Suellen Miller, CNM, PhD, Women's Global Health Imperative, University of California, San Francisco, 74 New Montgomery Street, Suite 600, San Francisco, CA 94105-3444. E-mail: smiller@psg.ucsf.edu

Abstract

Obstetric fistula disables millions of women and girls in developing countries, primarily in sub-Saharan Africa and South Asia. The United Nations Population Fund (UNFPA) recently launched a global campaign to end fistula, labeling this condition a preventable and treatable tragedy. Obstetric fistula overwhelmingly results from obstructed labor, which occurs in cases of cephalopelvic disproportion and malpresentation. Cephalopelvic disproportion often complicates deliveries in young, primiparous women of low gynecologic age. Social factors, including young age at marriage and malnutrition of girl children, can also contribute to cephalopelvic disproportion.
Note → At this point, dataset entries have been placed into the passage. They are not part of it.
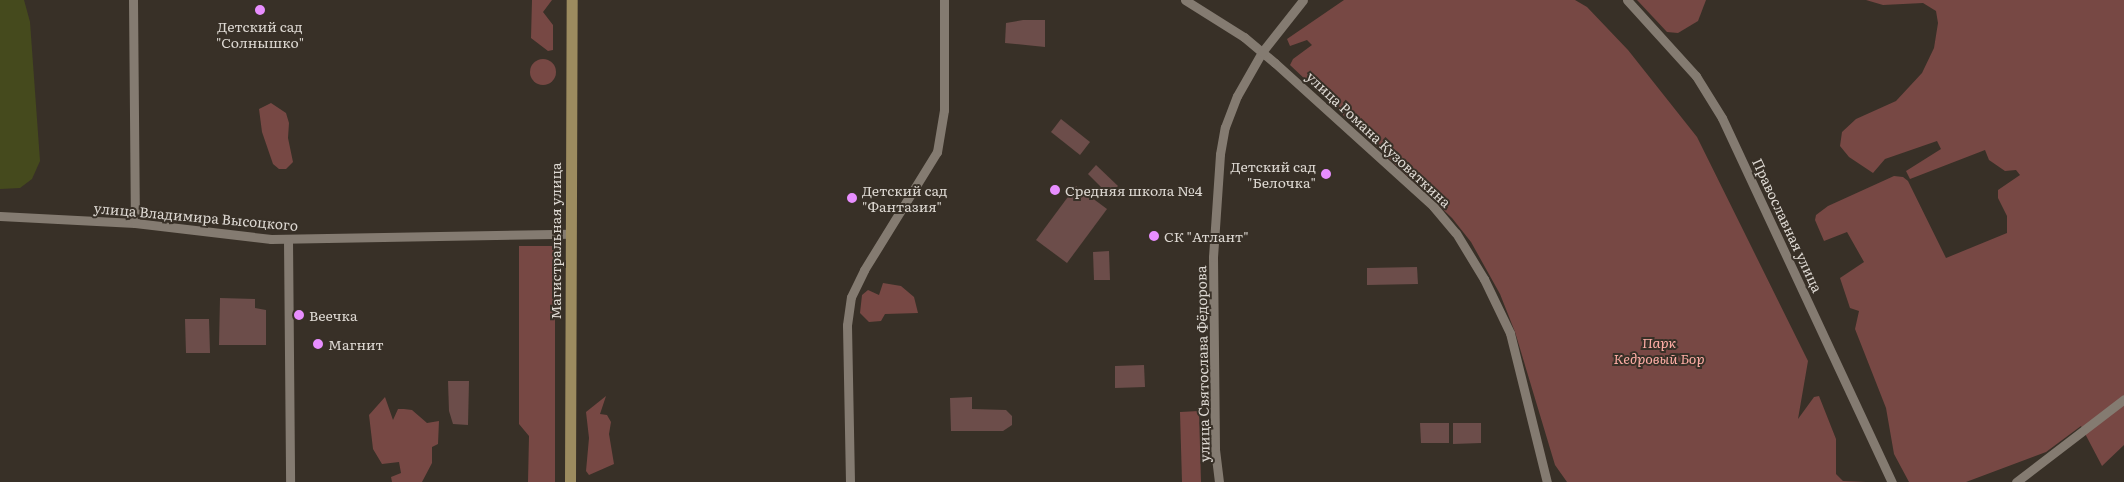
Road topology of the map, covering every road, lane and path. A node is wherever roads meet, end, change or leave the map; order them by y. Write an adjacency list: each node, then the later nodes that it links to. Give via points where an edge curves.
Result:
1 (132, 0): 9 (street)
2 (572, 0): 10 (main road, Магистральная улица)
3 (944, 0): 15 (street, via 944,110 937,152 864,270 851,297 847,325)
4 (1185, 0): 7 (street, улица Романа Кузоваткина)
5 (1303, 0): 7 (street, улица Святослава Фёдорова)
6 (1628, 0): 18 (street, Православная улица, via 1696,76 1722,118)
7 (1262, 52): 16 (street, улица Святослава Фёдорова, via 1231,108 1215,194 1214,378); 17 (street, улица Романа Кузоваткина, via 1433,206 1463,243 1510,334)
8 (0, 216): 9 (street, улица Владимира Высоцкого)
9 (135, 223): 11 (street, улица Владимира Высоцкого)
10 (570, 234): 11 (street, улица Владимира Высоцкого); 14 (main road, Магистральная улица)
11 (288, 240): 13 (street)
12 (2124, 399): 19 (street)
13 (290, 482)
14 (570, 482)
15 (850, 482)
16 (1219, 482)
17 (1547, 482)
18 (1892, 482)
19 (2016, 482)

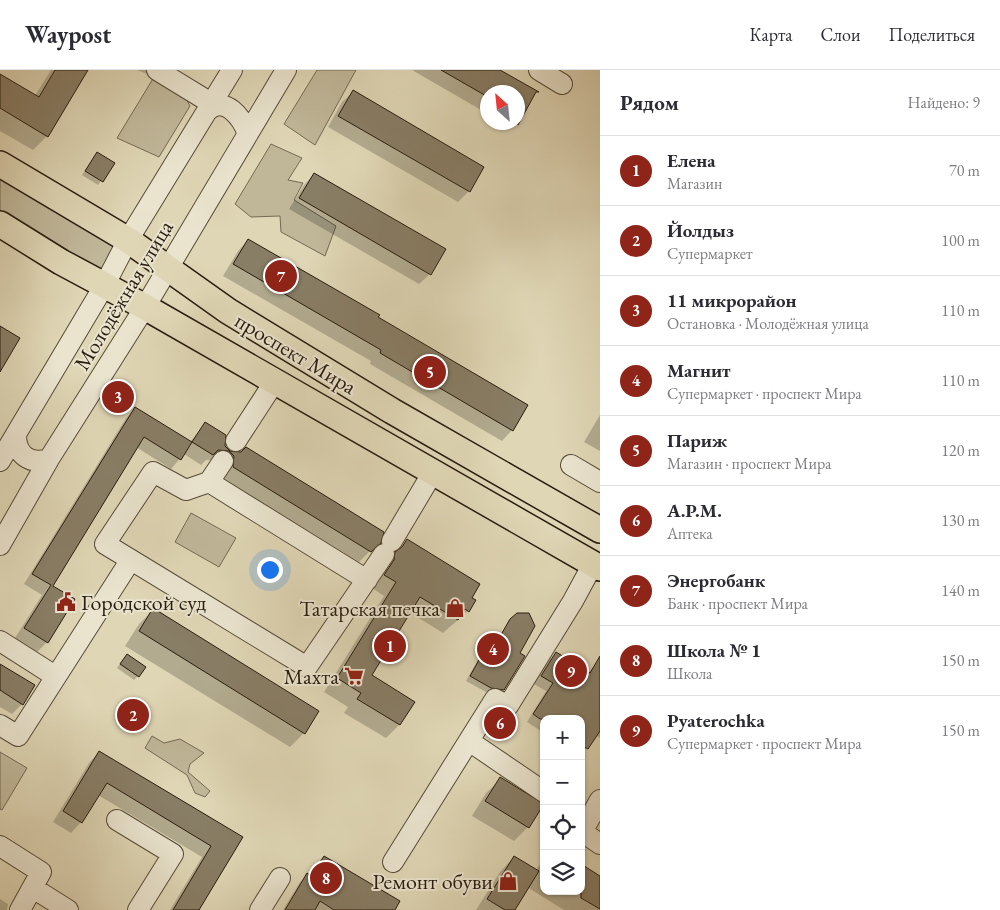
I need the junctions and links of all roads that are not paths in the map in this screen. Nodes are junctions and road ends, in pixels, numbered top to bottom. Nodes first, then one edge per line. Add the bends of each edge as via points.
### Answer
1 (157, 70) edge
2 (232, 70) edge
3 (286, 70) edge
4 (539, 70) edge
5 (562, 84) dead end
6 (209, 107) junction
7 (248, 134) junction
8 (0, 164) edge
9 (0, 224) edge
10 (128, 240) junction
11 (168, 268) junction
12 (104, 286) junction
13 (146, 307) junction
14 (275, 381) junction
15 (392, 411) junction
16 (16, 435) junction
17 (376, 440) junction
18 (236, 441) dead end
19 (49, 459) junction
20 (0, 461) edge
21 (223, 461) dead end
22 (571, 465) dead end
23 (433, 472) junction
24 (209, 482) junction
25 (600, 482) edge
26 (600, 530) edge
27 (0, 544) edge
28 (130, 561) junction
29 (596, 566) edge
30 (367, 580) junction
31 (0, 641) edge
32 (56, 676) junction
33 (0, 725) edge
34 (469, 741) junction
35 (540, 789) edge
36 (600, 800) edge
37 (117, 820) dead end
38 (585, 825) edge
39 (585, 835) edge
40 (600, 844) edge
41 (0, 846) edge
42 (394, 862) dead end
43 (280, 878) dead end
44 (33, 888) junction
45 (20, 910) edge
46 (68, 910) edge
47 (138, 910) edge
48 (260, 910) edge

1 - 6 street
2 - 6 street, Молодёжная улица
3 - 7 street, Молодёжная улица
4 - 5 street
6 - 7 street via 220,106 235,111
6 - 10 street, Молодёжная улица
7 - 11 street, Молодёжная улица
8 - 10 main road, проспект Мира
9 - 12 main road, проспект Мира
10 - 11 main road, проспект Мира
10 - 12 street, Молодёжная улица
11 - 13 street, Молодёжная улица
11 - 15 main road, проспект Мира via 228,311
12 - 13 main road, проспект Мира
12 - 16 street, Молодёжная улица
13 - 14 main road, проспект Мира
13 - 19 street, Молодёжная улица
14 - 17 main road, проспект Мира
14 - 18 street
15 - 17 main road via 378,425
15 - 26 main road, проспект Мира
16 - 19 street via 22,455 35,461
16 - 20 street, Молодёжная улица
17 - 23 main road, проспект Мира
19 - 27 street, Молодёжная улица
21 - 24 street
22 - 25 street
23 - 29 main road, проспект Мира
23 - 30 street
24 - 28 street via 186,490 153,472 105,544
24 - 30 street
28 - 30 street via 307,668
28 - 32 street
29 - 34 street via 508,706 495,699
31 - 32 street
32 - 33 street via 18,736
34 - 35 street
34 - 42 street
36 - 38 street
37 - 47 street via 174,854
39 - 40 street
41 - 44 street via 41,872
43 - 48 street
44 - 45 street
44 - 46 street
These social etiologies must be addressed by prevention campaigns. Direct prevention of fistula can occur during delivery when skilled providers identify women and girls at risk for obstetric fistula and link them with innovative interventions, such as Fistula Prevention Centers, through which they can more readily access emergency obstetric care, and by setting strict time limits for laboring at home without progress. Community-based programs, such as the Tostan program in West Africa, use social education to prevent fistula. Moreover, effective surgical techniques for fistula repair are available in some settings and should be expanded to reach those in need. Midwives can play a key role in the prevention and treatment of this tragic obstetric complication.